Directions for this task: Write only how many lines of the listing below include the string "Thiphe".
______________________________
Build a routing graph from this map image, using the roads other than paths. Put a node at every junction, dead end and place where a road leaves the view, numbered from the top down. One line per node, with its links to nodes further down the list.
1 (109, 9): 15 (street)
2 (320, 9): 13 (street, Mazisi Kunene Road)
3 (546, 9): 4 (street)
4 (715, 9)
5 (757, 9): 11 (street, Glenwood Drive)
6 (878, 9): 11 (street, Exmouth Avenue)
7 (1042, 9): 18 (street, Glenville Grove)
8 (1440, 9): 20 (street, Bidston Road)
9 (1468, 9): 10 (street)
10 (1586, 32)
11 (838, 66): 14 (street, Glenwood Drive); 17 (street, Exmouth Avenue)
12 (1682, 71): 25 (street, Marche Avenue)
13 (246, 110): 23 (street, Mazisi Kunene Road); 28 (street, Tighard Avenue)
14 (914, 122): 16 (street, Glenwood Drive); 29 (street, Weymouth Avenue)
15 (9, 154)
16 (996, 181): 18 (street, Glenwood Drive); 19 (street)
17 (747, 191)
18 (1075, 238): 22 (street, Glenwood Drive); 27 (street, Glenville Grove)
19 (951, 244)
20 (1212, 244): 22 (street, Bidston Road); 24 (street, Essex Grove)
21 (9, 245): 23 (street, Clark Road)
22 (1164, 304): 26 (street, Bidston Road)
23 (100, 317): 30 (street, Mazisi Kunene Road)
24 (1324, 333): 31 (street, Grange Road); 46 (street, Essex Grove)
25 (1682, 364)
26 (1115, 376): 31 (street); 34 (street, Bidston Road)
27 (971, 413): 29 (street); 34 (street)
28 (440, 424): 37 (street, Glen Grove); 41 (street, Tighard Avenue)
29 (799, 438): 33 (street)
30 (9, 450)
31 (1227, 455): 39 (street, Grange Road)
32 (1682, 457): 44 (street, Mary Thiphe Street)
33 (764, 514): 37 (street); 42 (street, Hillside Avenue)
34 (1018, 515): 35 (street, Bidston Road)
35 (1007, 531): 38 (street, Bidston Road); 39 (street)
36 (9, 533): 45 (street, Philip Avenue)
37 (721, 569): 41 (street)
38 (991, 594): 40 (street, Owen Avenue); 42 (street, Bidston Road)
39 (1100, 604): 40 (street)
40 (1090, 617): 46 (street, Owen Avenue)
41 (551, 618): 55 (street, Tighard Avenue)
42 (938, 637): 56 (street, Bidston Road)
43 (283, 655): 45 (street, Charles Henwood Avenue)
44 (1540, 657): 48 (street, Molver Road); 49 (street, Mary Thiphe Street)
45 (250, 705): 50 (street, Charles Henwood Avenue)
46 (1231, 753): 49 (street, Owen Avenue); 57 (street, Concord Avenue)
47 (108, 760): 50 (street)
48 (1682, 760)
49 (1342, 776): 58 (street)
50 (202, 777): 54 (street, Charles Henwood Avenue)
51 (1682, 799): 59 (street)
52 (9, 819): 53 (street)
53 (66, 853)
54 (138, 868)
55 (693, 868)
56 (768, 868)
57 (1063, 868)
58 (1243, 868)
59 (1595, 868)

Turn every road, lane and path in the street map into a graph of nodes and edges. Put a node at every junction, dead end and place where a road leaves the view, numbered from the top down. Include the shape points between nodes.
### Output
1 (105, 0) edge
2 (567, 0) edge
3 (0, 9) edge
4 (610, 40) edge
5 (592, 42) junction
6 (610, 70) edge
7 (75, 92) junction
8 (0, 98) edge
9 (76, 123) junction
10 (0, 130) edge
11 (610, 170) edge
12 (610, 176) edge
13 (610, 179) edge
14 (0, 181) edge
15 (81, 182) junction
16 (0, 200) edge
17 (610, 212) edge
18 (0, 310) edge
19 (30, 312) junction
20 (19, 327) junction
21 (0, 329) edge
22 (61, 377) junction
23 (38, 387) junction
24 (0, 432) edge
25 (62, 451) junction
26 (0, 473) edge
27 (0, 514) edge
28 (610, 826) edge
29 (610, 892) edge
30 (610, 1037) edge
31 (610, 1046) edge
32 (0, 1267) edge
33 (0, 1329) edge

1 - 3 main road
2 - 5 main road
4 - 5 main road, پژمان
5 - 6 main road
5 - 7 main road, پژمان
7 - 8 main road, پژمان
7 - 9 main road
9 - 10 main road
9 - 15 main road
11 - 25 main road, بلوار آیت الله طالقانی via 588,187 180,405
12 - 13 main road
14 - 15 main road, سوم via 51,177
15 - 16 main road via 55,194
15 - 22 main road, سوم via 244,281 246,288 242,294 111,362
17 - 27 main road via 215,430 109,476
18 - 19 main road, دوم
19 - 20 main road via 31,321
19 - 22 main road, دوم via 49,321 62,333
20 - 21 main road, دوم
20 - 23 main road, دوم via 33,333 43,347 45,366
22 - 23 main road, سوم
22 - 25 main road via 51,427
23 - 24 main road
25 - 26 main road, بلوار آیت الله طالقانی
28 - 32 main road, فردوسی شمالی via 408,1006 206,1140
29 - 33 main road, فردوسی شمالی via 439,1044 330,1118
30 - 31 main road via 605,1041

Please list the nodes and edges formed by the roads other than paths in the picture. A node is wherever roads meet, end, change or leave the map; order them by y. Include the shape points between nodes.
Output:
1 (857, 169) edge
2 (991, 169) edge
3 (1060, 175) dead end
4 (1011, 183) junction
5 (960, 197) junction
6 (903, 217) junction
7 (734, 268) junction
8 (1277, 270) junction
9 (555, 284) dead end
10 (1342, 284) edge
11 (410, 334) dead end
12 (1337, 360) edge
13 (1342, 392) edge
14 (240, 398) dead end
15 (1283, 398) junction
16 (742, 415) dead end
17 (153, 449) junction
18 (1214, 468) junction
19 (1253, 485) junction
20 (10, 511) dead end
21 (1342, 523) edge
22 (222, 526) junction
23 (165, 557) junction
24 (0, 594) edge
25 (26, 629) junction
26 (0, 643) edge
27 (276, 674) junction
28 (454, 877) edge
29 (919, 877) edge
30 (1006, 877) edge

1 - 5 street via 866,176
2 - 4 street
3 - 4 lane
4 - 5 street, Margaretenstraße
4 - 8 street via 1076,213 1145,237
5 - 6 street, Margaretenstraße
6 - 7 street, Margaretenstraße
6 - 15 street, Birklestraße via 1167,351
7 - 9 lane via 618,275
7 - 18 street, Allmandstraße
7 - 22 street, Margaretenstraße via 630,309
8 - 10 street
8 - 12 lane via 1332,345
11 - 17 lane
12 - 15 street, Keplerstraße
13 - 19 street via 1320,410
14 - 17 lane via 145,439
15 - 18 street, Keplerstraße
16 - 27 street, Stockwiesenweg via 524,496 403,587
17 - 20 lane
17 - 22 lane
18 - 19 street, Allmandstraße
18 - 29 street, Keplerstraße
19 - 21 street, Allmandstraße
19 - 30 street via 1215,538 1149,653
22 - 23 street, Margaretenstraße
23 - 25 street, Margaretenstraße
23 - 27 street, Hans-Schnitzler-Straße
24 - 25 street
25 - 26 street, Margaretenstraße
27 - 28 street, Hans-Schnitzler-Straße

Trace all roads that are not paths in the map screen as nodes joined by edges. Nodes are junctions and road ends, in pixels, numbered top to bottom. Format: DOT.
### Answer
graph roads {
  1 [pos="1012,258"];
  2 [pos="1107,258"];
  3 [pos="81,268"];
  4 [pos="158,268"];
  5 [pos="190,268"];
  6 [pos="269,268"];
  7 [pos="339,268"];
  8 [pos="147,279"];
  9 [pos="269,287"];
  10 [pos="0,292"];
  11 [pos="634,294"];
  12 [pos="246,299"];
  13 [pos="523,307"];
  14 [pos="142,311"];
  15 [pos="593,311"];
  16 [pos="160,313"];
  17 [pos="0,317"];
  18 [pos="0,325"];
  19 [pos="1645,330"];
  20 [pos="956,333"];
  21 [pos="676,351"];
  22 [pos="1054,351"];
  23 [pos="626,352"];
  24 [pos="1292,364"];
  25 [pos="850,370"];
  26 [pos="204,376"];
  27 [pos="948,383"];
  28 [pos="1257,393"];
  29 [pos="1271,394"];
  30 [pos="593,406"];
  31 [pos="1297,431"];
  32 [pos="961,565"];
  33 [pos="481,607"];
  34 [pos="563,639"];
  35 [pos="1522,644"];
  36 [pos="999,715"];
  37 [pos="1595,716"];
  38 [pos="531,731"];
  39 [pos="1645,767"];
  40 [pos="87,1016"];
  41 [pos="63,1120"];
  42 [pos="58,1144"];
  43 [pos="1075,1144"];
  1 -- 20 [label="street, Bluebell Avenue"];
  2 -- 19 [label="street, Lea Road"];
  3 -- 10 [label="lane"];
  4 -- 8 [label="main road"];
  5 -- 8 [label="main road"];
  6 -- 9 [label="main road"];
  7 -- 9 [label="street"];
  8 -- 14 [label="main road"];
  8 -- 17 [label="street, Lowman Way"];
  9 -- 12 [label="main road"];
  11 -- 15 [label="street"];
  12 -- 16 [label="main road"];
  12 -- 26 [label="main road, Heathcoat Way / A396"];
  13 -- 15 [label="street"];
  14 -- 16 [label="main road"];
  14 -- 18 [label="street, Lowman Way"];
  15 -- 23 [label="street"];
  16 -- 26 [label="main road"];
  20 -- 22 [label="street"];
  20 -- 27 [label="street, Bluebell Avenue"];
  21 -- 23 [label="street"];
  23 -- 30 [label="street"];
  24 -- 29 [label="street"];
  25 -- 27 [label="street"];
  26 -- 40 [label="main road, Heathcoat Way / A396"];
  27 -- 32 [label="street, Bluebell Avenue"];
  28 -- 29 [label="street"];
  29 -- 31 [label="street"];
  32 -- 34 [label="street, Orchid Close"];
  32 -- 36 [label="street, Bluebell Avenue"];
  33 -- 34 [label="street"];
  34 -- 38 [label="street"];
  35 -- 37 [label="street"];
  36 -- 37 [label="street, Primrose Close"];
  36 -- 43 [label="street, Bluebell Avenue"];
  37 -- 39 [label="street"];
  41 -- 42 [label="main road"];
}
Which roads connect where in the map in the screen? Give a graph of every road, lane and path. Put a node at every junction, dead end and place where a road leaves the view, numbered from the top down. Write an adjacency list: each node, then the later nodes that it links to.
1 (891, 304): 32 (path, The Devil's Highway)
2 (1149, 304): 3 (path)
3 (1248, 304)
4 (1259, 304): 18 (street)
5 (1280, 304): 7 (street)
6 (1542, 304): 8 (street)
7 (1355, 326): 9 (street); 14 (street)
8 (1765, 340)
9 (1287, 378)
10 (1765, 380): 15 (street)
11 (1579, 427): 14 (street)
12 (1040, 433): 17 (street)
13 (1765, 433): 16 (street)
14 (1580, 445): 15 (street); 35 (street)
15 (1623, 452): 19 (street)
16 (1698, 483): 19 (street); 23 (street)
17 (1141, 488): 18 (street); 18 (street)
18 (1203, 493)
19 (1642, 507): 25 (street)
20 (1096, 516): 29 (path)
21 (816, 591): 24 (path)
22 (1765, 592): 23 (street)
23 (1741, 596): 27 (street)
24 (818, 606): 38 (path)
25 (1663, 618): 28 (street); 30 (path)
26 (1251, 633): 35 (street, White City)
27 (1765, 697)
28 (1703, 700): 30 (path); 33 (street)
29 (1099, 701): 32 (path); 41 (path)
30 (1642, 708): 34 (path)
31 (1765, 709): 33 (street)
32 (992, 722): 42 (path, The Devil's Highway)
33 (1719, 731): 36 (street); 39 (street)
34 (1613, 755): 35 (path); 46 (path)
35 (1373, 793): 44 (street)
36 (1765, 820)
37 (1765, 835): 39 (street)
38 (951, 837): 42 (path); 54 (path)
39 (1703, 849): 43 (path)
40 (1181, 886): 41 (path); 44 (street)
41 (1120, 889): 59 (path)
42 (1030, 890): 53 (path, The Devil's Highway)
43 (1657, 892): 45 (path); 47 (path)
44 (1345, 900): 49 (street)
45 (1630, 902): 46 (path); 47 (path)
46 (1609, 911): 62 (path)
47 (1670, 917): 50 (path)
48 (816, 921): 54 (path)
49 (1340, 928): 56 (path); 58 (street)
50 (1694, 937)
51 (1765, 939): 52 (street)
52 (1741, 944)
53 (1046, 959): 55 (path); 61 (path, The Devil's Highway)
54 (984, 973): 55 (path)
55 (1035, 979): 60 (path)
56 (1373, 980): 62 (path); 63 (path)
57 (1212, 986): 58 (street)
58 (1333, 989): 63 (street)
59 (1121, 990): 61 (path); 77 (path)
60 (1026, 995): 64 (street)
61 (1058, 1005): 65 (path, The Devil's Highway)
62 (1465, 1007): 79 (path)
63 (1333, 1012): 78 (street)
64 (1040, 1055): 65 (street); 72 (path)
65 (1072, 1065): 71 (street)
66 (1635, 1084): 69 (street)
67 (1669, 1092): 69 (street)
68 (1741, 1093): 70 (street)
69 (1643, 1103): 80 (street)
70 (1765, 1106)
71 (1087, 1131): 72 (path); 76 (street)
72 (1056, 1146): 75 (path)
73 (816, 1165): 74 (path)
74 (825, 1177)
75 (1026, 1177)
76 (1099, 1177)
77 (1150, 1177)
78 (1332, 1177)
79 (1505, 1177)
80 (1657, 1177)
______________________________
Result of the exercise: 2